How would you describe your photographic style?
I would describe it as fairly delicate, almost fragile sometimes. Although that may seem to contrast with my more conceptual, graphic images, I feel that a simplistic, minimalist theme runs through most of my work and the way I style shots often makes them quite feminine and dainty.
© Emma Boyns
Where do you look for inspiration – any favourite photographers, websites or blogs?
I am a huge fan of food blogs, which were the main focus of my dissertation. I admire the ability that bloggers such as Linda Lomelino and Izy Hossack have to cook, bake, write and photograph so beautifully. I also love cookbooks such as Nigel Slater’s Tender and Katie Quinn Davies’ What Katie Ate, and photographers such as Jean Cazals, Jonathan Gregson and Mowie Kay have been really inspirational for me.
If you weren’t a photographer, what would you be doing?
I have a big interest in psychology, which was my intended path while I was at sixth form, so perhaps something down that line.
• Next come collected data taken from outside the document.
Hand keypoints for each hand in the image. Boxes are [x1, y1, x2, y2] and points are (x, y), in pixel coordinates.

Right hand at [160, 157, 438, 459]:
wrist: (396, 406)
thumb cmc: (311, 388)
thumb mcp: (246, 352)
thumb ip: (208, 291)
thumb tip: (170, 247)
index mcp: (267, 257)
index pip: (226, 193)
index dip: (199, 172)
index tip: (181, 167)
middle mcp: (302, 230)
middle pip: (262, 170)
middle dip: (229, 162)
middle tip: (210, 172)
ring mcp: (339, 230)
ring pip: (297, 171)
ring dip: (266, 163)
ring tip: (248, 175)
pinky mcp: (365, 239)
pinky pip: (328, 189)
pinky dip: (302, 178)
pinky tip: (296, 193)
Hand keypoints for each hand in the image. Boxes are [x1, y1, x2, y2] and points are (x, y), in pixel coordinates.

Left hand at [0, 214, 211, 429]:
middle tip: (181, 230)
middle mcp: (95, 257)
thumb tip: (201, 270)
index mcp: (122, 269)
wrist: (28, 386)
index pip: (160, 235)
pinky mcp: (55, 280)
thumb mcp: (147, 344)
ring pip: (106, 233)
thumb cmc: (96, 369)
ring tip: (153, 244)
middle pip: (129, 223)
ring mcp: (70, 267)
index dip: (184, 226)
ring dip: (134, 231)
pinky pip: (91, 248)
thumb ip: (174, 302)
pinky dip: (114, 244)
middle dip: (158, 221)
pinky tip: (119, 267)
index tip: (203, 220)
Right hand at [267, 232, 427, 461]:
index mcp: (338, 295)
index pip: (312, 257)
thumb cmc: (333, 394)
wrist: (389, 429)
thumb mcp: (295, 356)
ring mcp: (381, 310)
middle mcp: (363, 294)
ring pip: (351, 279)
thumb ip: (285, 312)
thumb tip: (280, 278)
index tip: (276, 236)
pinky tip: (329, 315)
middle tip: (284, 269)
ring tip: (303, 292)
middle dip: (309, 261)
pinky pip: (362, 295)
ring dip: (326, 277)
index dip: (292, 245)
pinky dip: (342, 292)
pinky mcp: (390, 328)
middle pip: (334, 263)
But I always think I’d find it hard to resist a food-based career, so you’d probably be more likely to find me in a little family-run bakery or restaurant.
© Emma Boyns
Your work impressed the judges in Student Challenge Number Two as well as the final round, what advice would you have for students wanting to enter the competition next year?
I think it would be to enter images that are strong rather than images that you ‘like.’ Don’t become too attached to an image because of the setting or context in which it was taken or the sentimental value it has to you – remember that the judges can only see the photographic merit and not these personal elements.